On Wed, May 03, 2006 at 17:58:07 -0400, Greg Stark <gsstark@mit.edu> wrote:
> 
> Though it's optimized poorly and does a superfluous sort step:
> 
> stark=> explain select col1 from test group by col1 order by upper(col1);
>                                 QUERY PLAN                                 
> ---------------------------------------------------------------------------
>  Sort  (cost=99.72..100.22 rows=200 width=32)
>    Sort Key: upper(col1)
>    ->  Group  (cost=85.43..92.08 rows=200 width=32)
>          ->  Sort  (cost=85.43..88.50 rows=1230 width=32)
>                Sort Key: col1
>                ->  Seq Scan on test  (cost=0.00..22.30 rows=1230 width=32)
> (6 rows)
> 
> 
> Whereas it shouldn't be hard to prove that this is equivalent:
> 
> stark=> explain select col1 from test group by upper(col1),col1 order by upper(col1);
>                              QUERY PLAN                              
> ---------------------------------------------------------------------
>  Group  (cost=88.50..98.23 rows=200 width=32)

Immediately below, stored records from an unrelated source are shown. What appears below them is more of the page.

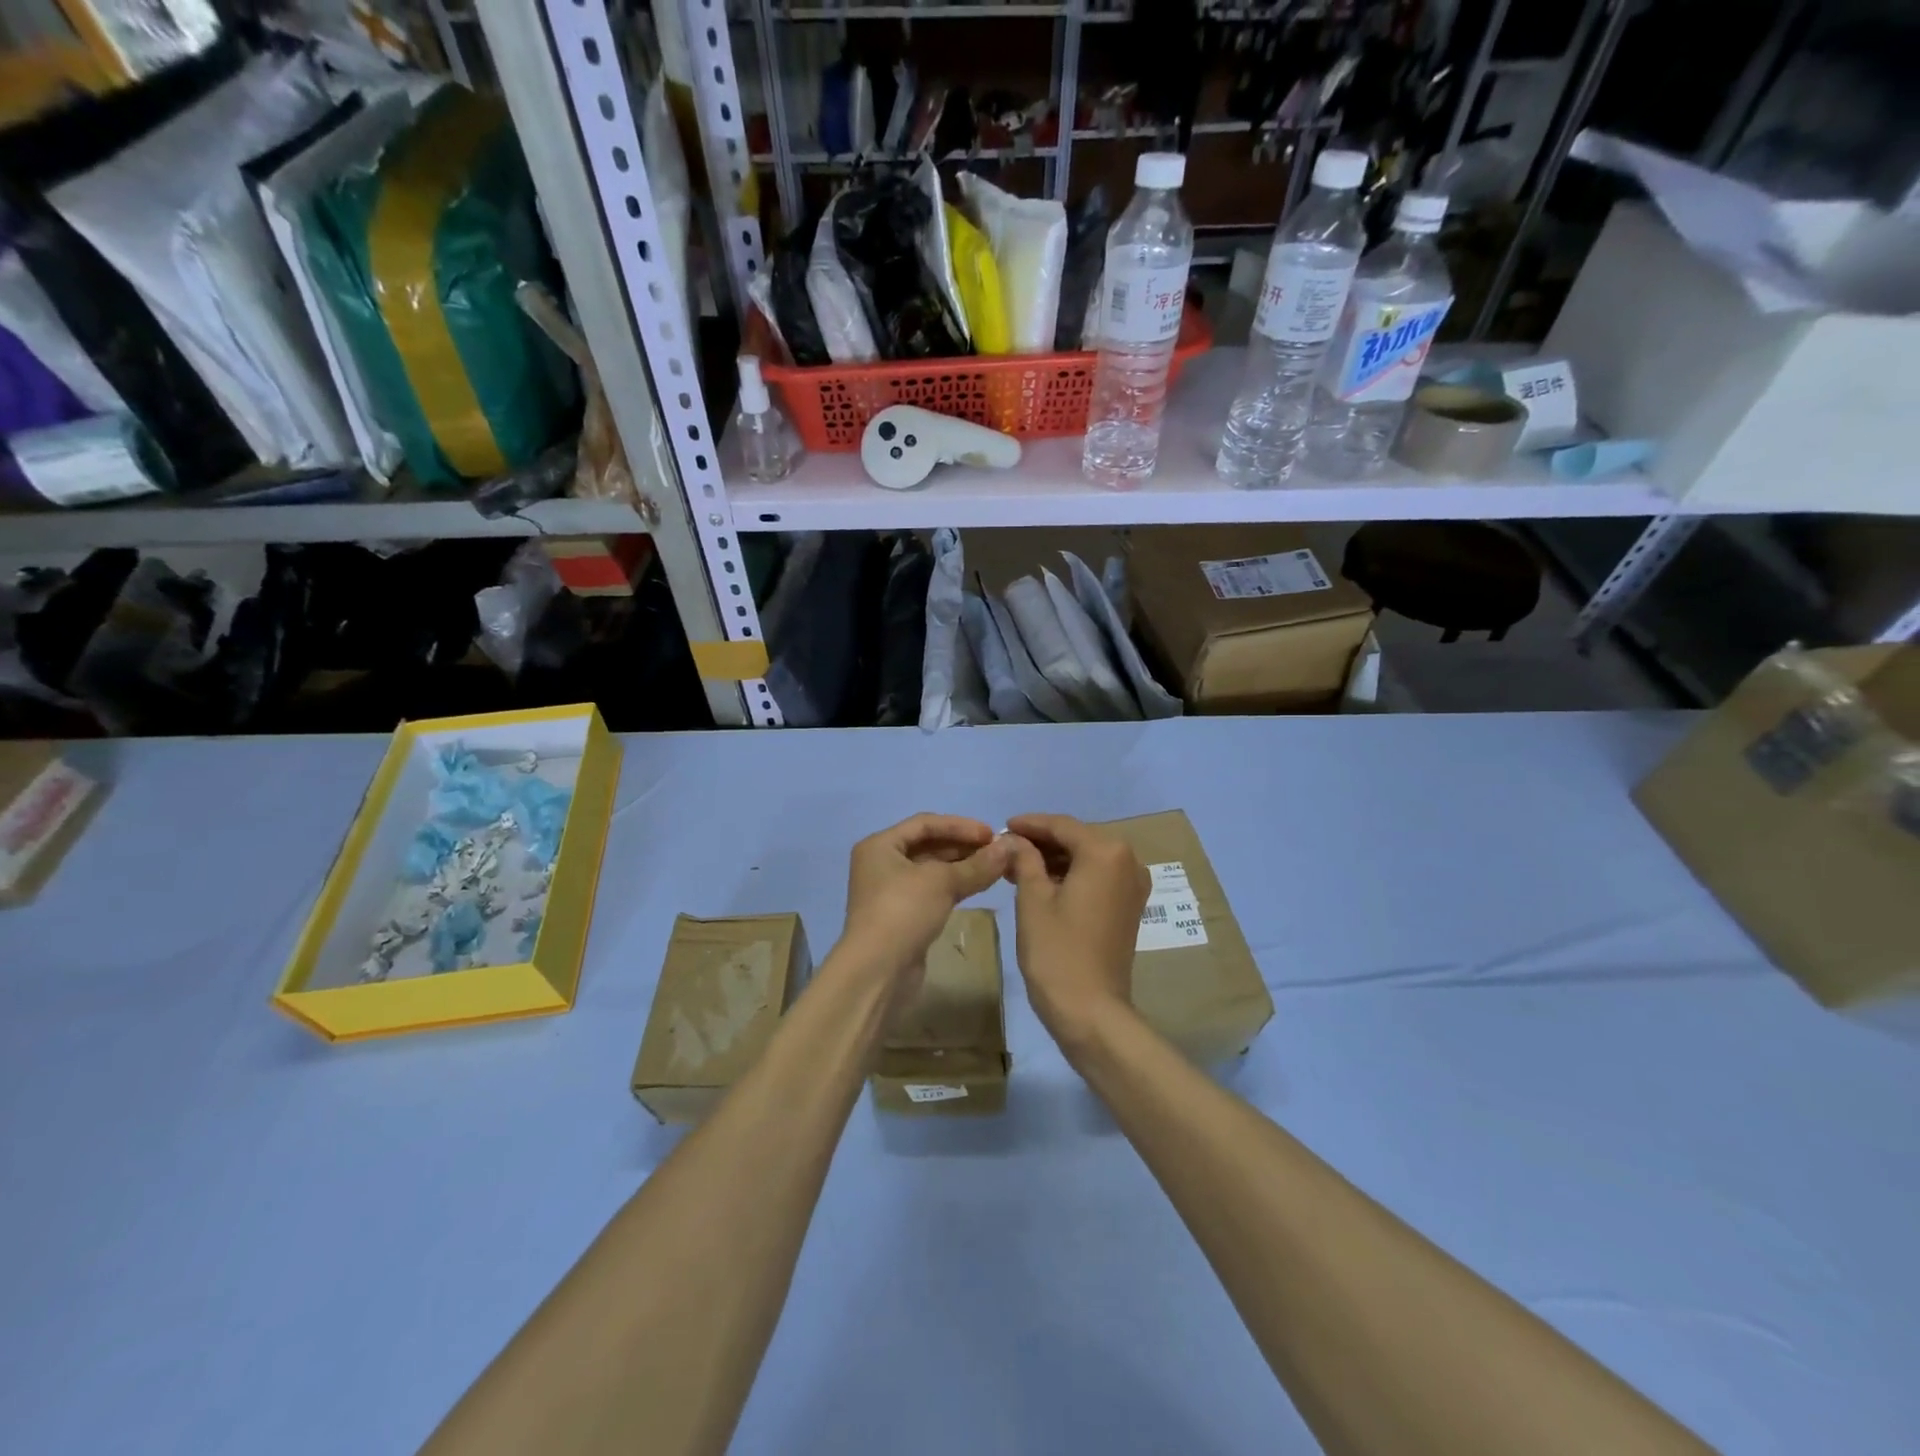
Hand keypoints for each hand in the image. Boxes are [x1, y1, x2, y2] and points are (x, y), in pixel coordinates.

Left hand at [842, 813, 1011, 982]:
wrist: (878, 971)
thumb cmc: (903, 912)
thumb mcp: (942, 882)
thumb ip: (976, 864)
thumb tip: (1008, 848)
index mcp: (880, 845)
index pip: (925, 823)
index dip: (960, 825)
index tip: (991, 833)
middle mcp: (882, 864)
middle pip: (928, 845)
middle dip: (963, 846)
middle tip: (997, 851)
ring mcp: (890, 892)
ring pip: (932, 870)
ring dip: (962, 866)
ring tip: (994, 867)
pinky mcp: (902, 916)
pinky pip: (932, 891)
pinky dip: (954, 886)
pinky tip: (978, 886)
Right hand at [1002, 814, 1149, 1055]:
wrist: (1091, 1010)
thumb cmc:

>    ->  Sort  (cost=88.50..91.58 rows=1230 width=32)
>          Sort Key: upper(col1), col1
>          ->  Seq Scan on test  (cost=0.00..25.38 rows=1230 width=32)
> (4 rows)
I don't think you can assume that that will be true for any locale. If there
are two different characters that both have the same uppercase version, this
will break things.
And while you would expect that x = y => upper(x) = upper(y) I am not sure
that is guarenteed for locales. I can imagine having two different characters
that are treated the same for ordering purposes, but have uppercase versions
that are considered different for ordering purposes.